| What you are asked to do |
Whenever a line in the records below holds the string "edges", copy it out.

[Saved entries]
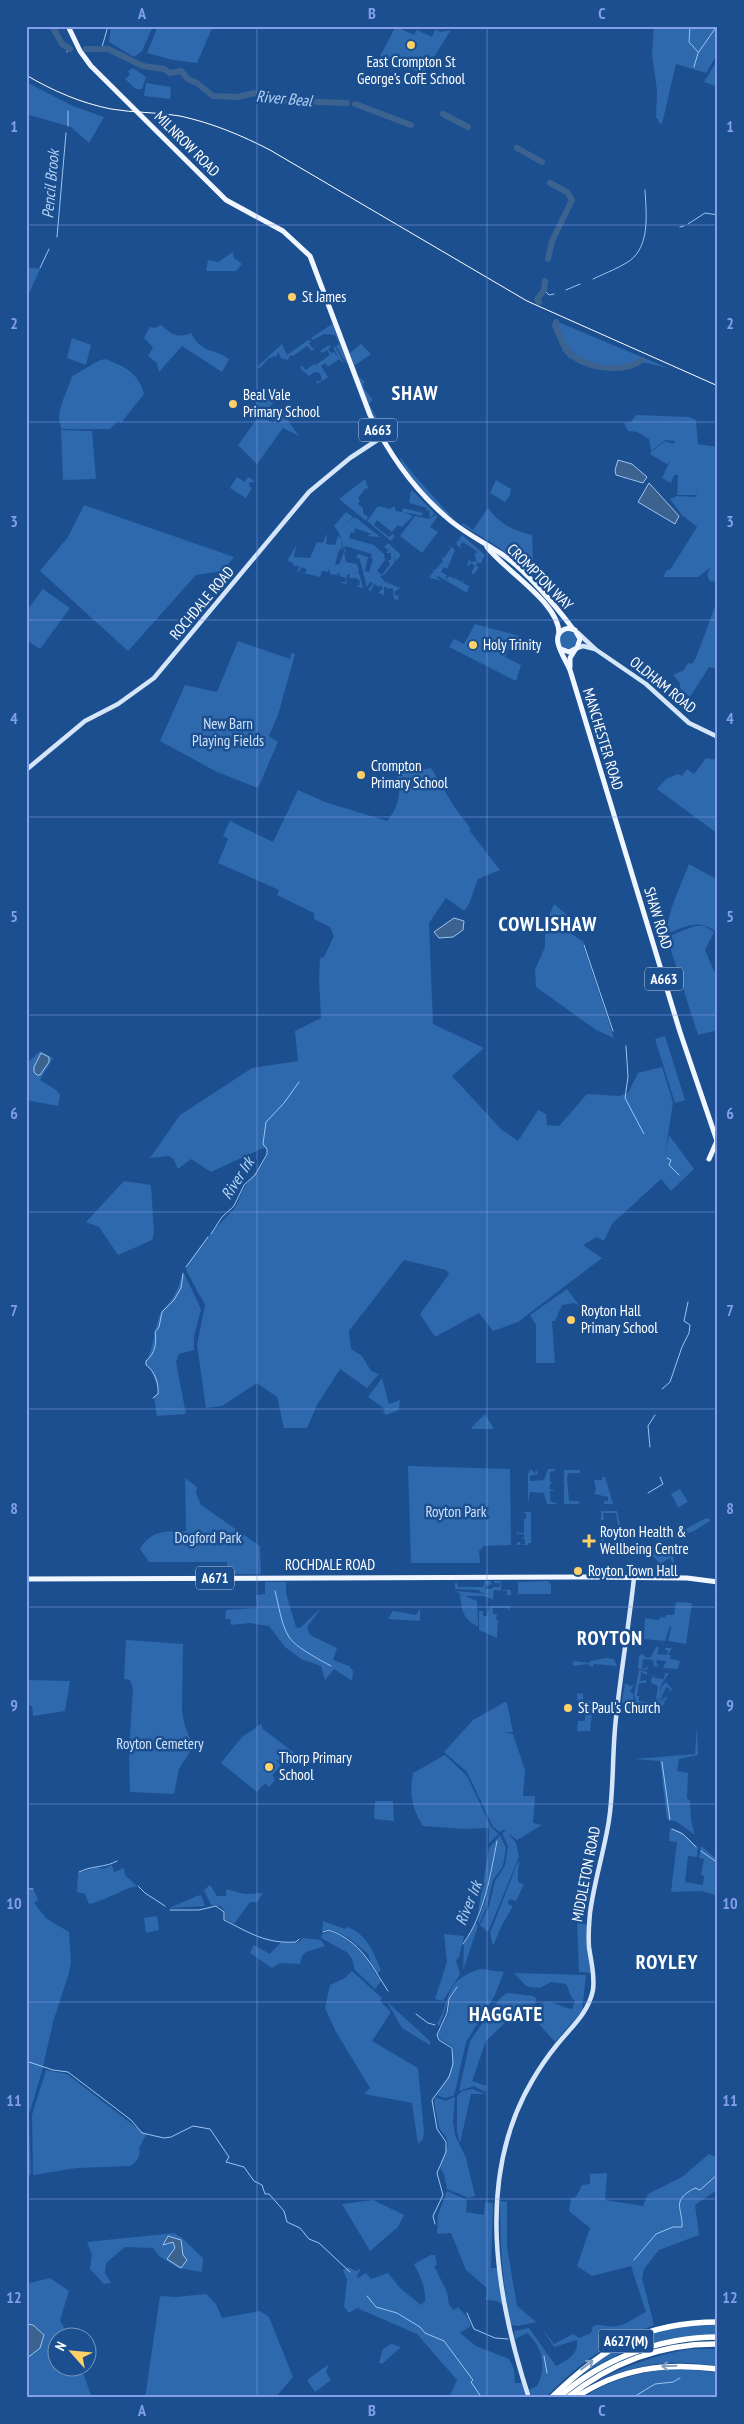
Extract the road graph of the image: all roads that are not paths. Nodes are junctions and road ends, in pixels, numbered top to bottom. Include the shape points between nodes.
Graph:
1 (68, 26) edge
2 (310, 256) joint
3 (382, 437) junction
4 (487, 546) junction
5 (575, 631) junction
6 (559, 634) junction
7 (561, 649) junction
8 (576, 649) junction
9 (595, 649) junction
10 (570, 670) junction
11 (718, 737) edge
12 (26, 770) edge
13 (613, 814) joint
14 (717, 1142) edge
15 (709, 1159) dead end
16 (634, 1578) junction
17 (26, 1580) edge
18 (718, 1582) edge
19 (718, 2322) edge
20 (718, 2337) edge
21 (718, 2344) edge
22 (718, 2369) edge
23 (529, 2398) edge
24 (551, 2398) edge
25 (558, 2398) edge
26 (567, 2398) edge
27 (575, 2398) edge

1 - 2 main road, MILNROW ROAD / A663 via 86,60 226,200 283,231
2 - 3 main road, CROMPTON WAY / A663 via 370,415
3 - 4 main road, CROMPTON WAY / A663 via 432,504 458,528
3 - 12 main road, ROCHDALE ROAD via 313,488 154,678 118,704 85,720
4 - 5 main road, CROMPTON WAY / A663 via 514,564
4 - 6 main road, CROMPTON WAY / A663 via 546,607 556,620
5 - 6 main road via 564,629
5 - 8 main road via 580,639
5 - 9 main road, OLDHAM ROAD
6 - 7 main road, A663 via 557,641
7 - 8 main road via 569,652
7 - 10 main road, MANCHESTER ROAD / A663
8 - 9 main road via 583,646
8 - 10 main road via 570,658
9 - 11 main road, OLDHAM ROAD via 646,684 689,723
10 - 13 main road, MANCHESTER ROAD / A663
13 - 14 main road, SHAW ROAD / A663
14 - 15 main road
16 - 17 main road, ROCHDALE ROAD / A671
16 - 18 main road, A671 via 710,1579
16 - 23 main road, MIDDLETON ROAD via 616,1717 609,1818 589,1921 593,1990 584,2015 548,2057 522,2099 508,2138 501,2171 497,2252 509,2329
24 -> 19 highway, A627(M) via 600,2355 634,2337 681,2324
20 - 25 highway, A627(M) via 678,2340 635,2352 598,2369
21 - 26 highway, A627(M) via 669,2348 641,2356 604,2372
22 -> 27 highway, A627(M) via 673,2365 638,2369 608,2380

---

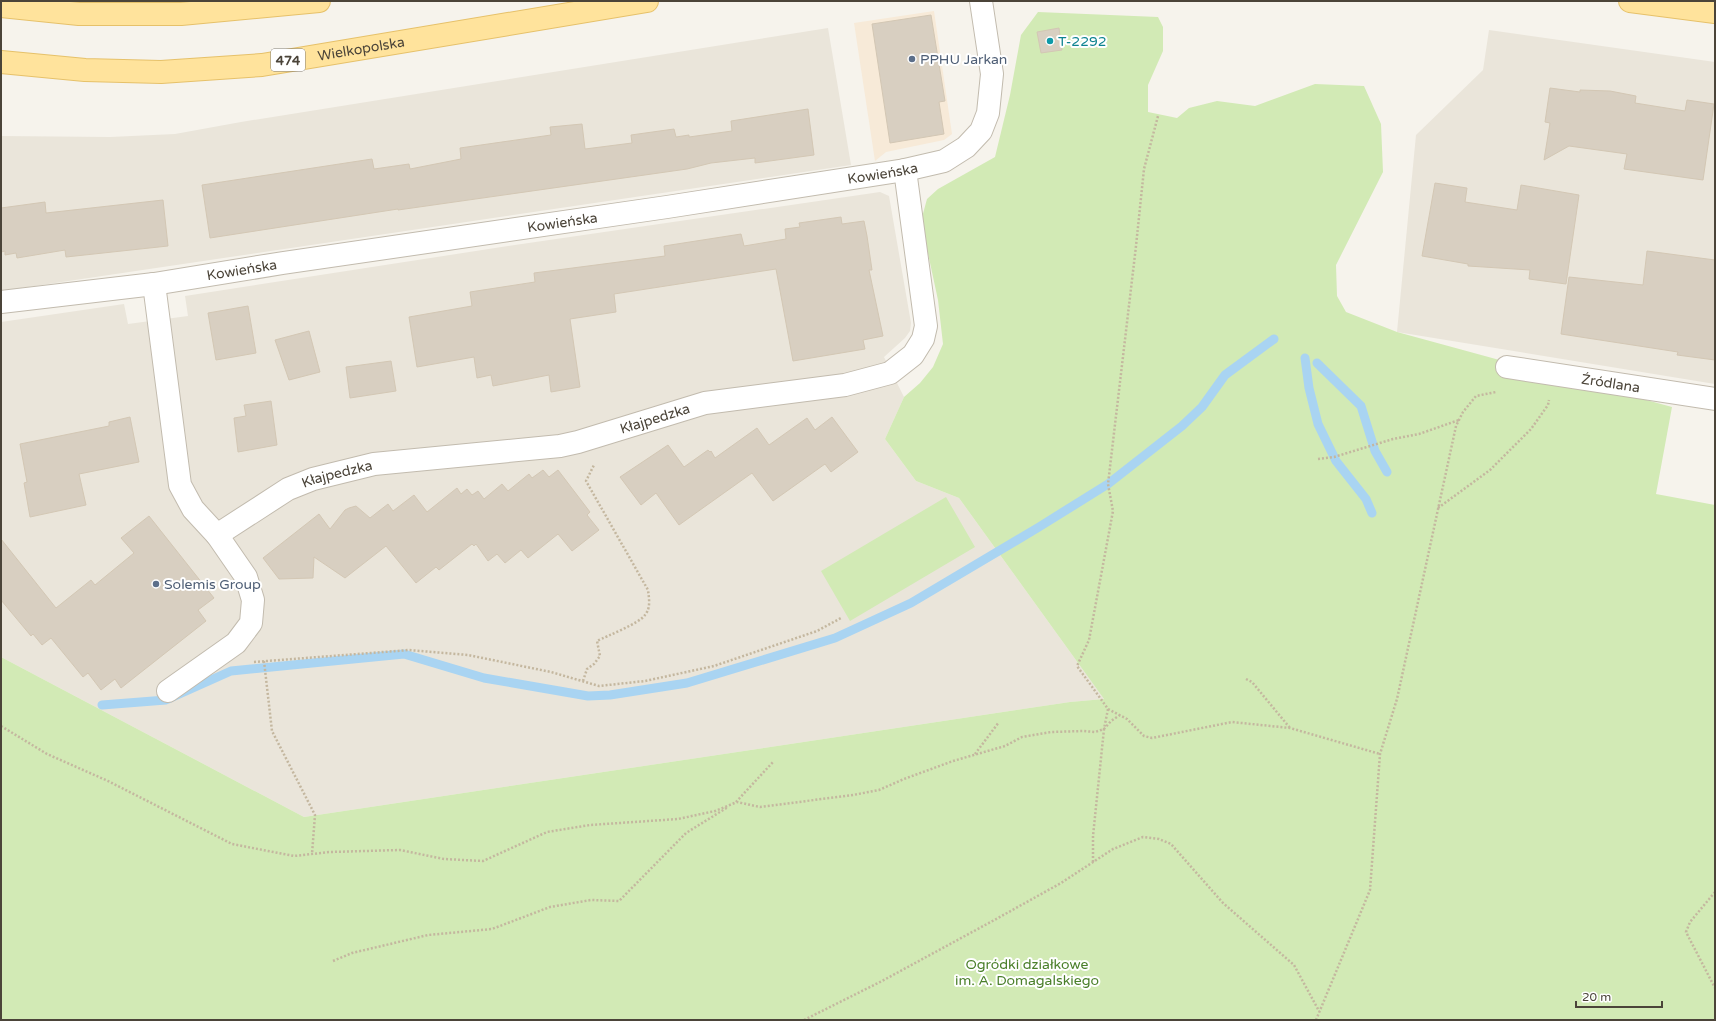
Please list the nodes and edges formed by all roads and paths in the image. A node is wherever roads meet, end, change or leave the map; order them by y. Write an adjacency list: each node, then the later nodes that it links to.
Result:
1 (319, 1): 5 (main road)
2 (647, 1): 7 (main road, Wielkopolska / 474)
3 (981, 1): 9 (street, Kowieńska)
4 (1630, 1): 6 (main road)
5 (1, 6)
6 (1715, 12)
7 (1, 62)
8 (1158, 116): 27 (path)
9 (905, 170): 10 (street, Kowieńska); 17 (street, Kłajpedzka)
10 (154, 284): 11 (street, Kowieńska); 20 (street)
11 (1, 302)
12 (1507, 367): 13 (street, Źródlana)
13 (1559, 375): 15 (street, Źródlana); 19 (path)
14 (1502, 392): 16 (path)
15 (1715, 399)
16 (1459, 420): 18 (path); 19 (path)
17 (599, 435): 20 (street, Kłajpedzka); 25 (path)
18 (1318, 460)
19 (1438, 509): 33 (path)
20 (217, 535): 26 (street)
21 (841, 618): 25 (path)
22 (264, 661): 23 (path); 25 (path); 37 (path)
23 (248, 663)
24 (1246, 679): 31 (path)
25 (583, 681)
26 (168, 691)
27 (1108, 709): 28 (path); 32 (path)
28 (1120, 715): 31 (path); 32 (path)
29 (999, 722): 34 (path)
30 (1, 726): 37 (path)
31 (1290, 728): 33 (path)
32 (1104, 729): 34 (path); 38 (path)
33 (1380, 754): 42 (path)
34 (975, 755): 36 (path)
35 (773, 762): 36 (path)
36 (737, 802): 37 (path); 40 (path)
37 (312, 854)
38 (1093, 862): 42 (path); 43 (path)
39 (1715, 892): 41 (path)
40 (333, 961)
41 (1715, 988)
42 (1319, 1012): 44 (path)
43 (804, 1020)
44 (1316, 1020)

--

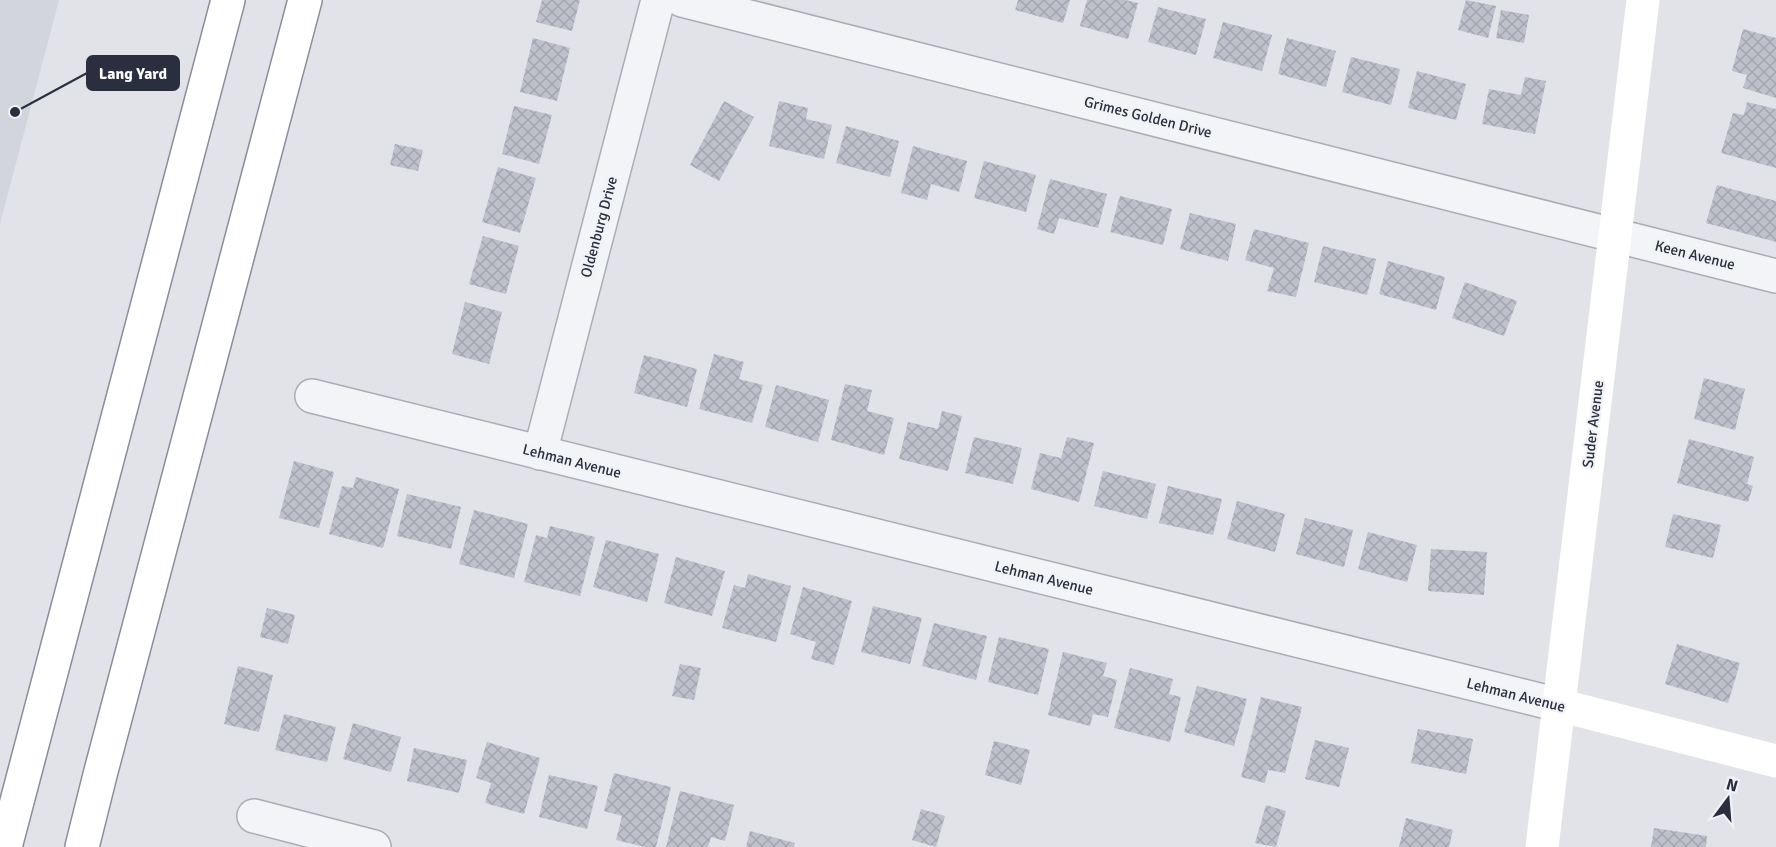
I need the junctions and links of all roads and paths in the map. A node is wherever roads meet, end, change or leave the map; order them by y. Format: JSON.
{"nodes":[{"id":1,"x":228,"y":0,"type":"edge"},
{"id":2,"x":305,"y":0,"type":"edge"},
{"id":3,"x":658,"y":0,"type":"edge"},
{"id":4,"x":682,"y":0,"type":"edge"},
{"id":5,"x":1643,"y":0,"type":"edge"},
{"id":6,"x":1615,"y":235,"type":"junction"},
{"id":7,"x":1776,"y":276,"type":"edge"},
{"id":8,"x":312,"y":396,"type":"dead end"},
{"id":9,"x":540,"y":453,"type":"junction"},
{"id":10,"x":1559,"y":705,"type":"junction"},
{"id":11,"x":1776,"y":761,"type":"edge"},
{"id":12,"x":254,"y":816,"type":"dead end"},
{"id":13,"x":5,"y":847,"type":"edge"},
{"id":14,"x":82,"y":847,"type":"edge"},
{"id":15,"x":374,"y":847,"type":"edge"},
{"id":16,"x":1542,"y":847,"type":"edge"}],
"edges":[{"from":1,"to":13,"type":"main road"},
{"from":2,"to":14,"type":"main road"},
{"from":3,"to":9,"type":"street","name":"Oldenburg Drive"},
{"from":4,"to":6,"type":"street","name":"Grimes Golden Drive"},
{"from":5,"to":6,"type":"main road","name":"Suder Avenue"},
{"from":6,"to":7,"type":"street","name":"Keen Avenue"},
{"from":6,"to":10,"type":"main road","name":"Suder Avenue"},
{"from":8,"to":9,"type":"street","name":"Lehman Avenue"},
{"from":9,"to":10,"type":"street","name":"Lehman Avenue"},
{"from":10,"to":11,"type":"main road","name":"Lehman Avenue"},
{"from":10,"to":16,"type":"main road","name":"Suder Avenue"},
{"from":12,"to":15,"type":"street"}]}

| Response for this exercise |
Please list the nodes and edges formed by all roads and paths in the image. A node is wherever roads meet, end, change or leave the map; order them by y. Write an adjacency list: each node, then the later nodes that it links to.
"edges":[{"from":1,"to":13,"type":"main road"},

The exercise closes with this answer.